§ **WHAT THE EXERCISE ASKS**
Number of lines with "main" in the listing: report it, and nothing else.

§ **RECORDS FOR THIS EXERCISE**
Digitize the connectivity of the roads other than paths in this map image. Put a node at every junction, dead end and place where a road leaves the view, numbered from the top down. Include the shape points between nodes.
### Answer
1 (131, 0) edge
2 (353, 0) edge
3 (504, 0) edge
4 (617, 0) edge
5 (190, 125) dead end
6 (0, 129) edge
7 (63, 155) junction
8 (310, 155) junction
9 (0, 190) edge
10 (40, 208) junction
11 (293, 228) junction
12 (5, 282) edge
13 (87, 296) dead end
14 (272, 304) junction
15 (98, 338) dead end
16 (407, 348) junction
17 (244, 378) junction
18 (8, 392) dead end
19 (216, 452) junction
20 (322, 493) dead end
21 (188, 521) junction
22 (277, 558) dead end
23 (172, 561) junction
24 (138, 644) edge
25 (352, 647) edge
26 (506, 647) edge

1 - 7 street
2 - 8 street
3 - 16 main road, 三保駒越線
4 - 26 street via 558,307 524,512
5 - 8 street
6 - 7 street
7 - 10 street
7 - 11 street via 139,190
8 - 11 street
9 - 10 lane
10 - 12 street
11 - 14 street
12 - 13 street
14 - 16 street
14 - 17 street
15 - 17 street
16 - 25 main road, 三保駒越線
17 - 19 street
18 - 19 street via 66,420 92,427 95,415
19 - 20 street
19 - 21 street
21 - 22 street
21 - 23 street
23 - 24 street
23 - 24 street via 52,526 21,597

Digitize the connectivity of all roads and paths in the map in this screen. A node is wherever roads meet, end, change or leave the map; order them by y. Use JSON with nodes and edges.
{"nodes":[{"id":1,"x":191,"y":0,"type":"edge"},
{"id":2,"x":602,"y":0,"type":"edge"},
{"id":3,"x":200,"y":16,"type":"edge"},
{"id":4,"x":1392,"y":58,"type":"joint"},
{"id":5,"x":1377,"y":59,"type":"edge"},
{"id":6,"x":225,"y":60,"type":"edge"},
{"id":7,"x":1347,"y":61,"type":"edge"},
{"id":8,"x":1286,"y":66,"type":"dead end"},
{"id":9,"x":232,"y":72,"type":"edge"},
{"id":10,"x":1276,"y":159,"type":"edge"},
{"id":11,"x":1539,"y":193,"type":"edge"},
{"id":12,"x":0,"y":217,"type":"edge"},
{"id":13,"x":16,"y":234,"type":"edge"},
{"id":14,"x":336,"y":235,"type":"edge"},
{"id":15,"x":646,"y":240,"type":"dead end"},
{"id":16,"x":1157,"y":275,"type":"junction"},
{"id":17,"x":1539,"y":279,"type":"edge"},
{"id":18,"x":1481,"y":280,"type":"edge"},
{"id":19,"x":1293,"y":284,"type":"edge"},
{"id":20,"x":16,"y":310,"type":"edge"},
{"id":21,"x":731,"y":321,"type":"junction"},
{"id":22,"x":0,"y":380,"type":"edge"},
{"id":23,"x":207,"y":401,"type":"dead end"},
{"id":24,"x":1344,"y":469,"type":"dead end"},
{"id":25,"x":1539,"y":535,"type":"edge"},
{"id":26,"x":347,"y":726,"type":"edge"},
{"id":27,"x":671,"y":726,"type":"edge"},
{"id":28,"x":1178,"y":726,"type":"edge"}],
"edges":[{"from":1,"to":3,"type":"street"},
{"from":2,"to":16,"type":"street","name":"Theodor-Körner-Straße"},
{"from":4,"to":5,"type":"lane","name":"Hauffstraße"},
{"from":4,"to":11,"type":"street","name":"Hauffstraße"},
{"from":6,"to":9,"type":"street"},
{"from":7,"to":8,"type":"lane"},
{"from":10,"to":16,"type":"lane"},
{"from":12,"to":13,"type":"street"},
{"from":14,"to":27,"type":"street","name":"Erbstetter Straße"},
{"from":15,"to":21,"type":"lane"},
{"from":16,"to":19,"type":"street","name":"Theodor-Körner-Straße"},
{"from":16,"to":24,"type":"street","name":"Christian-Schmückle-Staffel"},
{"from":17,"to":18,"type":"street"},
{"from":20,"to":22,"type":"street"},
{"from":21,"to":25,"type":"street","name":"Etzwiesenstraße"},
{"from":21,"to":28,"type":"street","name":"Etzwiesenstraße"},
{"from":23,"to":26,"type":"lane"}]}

§ **OUTPUT FOR THIS TASK**
2